Avez-vous eu un grand écart? Oui, il y avait beaucoup de choses qui n’étaient pas bonnes au début (rires). Surtout les alignements avec la défense. J’ai souvent couvert les attaquants et les attaquants. Ou ils m’ont fait avancer et ont oublié de me défendre. Ce sont des choses que j’ai dû régler rapidement parce qu’il ne me pardonne pas et que vous lui payez de l’argent.
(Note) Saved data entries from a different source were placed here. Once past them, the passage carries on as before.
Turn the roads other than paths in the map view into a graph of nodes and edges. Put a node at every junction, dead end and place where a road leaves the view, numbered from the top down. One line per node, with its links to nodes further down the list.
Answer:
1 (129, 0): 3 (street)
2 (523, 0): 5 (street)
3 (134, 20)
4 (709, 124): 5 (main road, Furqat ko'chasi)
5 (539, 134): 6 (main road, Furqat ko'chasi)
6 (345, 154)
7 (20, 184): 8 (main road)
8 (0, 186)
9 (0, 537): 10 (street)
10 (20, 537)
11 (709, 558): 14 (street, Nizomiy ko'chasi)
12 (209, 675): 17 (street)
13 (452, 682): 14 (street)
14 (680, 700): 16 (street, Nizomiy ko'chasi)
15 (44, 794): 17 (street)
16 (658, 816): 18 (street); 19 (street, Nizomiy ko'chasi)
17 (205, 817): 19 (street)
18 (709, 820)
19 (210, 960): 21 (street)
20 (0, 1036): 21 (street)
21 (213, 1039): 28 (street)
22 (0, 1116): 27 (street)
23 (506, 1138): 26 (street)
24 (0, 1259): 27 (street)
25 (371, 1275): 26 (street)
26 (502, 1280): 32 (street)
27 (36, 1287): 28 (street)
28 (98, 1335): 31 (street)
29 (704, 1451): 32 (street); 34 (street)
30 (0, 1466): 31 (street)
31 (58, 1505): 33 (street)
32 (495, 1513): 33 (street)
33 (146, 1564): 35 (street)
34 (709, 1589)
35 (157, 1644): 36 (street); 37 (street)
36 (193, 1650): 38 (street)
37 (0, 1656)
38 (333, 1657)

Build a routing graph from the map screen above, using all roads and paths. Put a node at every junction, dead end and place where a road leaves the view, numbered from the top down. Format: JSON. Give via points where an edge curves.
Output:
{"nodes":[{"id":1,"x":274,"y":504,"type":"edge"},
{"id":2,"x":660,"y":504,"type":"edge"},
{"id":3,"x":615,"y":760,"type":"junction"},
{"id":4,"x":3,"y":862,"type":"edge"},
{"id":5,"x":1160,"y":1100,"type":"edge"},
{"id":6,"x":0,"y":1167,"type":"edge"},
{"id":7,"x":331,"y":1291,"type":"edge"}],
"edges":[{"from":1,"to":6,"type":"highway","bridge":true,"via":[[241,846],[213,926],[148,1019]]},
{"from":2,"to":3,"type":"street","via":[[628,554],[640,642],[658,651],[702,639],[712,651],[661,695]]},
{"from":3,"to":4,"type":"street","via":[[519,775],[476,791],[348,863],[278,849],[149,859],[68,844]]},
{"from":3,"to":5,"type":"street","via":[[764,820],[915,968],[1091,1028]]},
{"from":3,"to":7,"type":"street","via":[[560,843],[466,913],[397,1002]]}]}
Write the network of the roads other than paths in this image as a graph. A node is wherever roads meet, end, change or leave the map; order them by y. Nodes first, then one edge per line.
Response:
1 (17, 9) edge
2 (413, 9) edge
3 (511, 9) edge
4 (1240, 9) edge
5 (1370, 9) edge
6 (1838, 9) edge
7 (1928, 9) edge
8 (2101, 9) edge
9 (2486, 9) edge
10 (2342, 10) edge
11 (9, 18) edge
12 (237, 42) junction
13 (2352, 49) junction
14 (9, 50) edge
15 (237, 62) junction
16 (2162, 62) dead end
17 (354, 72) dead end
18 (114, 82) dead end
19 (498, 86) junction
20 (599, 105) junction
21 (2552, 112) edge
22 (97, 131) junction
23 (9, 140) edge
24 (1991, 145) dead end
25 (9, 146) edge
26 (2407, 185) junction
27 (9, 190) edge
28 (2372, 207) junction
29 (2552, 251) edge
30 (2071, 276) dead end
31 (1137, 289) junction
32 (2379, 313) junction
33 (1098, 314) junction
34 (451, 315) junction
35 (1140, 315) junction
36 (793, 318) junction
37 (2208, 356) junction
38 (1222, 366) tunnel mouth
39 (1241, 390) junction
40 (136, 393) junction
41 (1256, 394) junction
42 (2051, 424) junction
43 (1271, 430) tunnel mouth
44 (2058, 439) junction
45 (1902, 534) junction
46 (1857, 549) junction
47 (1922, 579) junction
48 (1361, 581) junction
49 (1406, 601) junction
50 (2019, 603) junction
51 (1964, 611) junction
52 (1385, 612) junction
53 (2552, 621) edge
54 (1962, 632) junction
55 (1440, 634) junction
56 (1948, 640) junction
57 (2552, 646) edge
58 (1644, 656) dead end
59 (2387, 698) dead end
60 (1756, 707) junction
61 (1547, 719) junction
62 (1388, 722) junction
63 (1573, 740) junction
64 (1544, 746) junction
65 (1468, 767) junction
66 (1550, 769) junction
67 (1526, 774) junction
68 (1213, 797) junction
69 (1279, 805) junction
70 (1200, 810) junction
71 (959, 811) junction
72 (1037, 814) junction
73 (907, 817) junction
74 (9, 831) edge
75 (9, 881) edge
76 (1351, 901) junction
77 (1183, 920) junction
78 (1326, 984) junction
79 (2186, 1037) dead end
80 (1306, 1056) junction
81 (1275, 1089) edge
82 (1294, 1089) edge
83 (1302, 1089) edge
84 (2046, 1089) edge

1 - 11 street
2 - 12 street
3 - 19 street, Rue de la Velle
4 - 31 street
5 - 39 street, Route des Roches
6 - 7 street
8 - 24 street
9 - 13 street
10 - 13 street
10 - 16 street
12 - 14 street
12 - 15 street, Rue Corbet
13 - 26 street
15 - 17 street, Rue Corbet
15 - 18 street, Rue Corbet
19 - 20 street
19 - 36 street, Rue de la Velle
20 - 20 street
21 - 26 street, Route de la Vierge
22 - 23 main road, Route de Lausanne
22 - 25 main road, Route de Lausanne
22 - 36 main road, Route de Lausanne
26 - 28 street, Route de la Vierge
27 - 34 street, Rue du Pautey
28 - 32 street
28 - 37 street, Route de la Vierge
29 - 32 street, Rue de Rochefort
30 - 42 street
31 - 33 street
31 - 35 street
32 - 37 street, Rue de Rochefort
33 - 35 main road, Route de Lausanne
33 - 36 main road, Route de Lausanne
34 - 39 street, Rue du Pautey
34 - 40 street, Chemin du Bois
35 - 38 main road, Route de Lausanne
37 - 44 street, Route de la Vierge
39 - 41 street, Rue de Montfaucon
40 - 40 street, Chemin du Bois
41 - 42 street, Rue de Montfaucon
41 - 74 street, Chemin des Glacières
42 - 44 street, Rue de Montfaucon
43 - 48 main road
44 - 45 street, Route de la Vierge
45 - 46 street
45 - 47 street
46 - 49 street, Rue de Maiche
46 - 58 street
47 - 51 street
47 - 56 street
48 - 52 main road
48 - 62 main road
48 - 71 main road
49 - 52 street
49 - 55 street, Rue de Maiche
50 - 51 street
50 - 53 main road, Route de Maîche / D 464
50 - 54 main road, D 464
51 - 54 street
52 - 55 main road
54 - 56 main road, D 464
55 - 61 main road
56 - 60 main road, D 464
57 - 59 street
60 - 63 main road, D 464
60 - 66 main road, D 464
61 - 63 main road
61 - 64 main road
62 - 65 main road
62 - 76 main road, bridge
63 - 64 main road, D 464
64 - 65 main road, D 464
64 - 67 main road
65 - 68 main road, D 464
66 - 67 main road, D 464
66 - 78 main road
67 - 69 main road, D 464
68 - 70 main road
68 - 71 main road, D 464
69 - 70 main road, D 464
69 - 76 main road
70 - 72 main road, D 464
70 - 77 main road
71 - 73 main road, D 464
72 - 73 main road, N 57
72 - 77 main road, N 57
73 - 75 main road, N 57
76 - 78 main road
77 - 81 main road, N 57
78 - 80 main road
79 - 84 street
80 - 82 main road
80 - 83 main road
Au final, jouer le bon piston, comme à Metz aujourd’hui, n’est pas la bonne position? Cinq derrière, c’est le système que j’ai aimé presque toute la saison à Lens (NDLR: 2018-19) derrière quatre. Ensuite, nous avons commencé à jouer avec cinq séries éliminatoires. Metzen, au début, nous avions aussi une défense à quatre. Mais avec l’entraîneur Antonetti, il est rapidement passé à trois centrales. Je suis content, cela me convient mieux et me permet de faire évoluer mes fonctionnalités. Si parfois il est difficile de revenir à la défense, il y a toujours un gars qui le cache.

«Je dois encore améliorer la qualité de mes dernières passes»

«Je dois encore améliorer la qualité de mes dernières passes»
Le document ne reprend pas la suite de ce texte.